Zulfa al-Sa’di (Palestine), /King Faysal I of Iraq/, 1931.
Malak’s work is rooted in Palestinian traditions of painting, inspired
by a history that dates back to Arab Christian iconography (a tradition
that was developed by Yusuf al-Halabi of Aleppo in the seventeenth
century). That ‘Aleppo Style’, as the art critic Kamal Boullata wrote in
/Istihdar al-Makan/, developed into the ‘Jerusalem Style’, which
brightened the iconography by introducing flora and fauna from Islamic
miniatures and embroidery.
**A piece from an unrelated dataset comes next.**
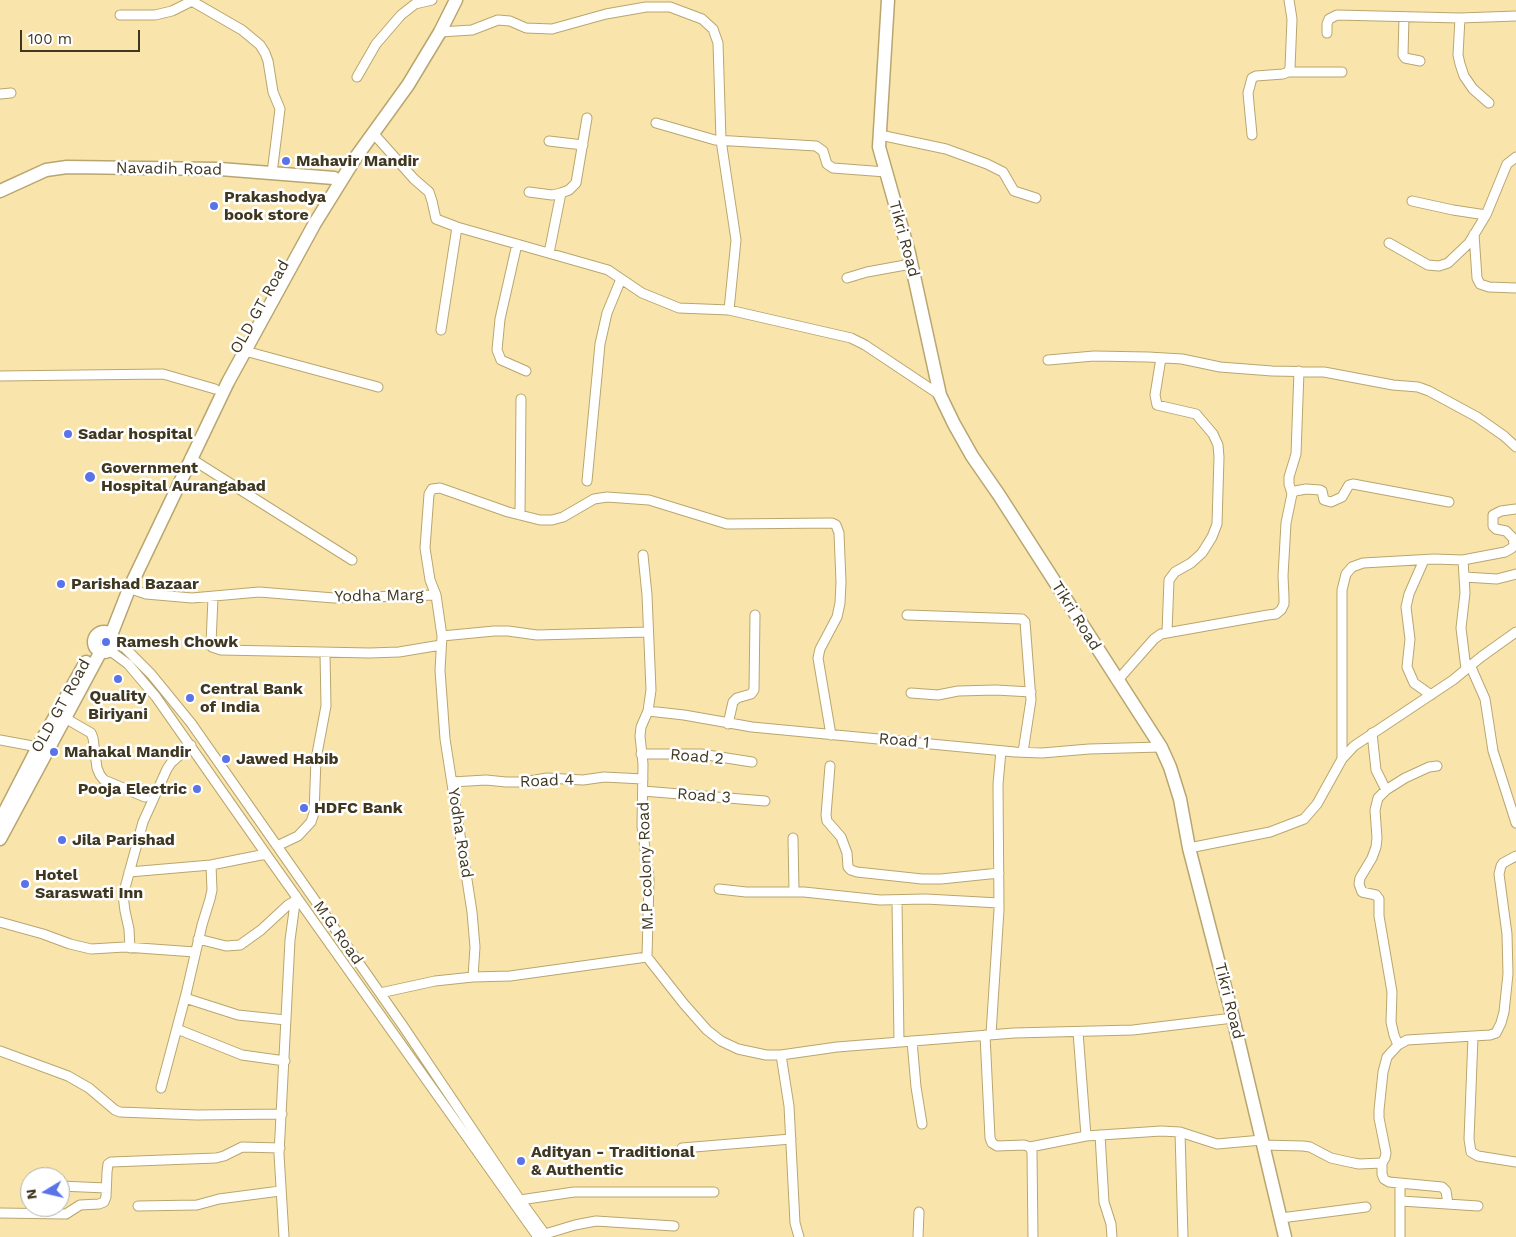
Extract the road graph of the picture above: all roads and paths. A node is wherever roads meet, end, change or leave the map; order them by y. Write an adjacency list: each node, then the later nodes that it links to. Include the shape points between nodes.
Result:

When I first saw Malak’s work, I thought of
how fitting it was that she had redeemed the life of Zulfa al-Sa’di
(1905–1988), one of the most important painters of her time, who painted
Palestinian political and cultural heroes. Al-Sa’di stopped painting
after she was forced to flee Jerusalem during the 1948 Nakba; her only
paintings that remain are those that she carried with her on horseback.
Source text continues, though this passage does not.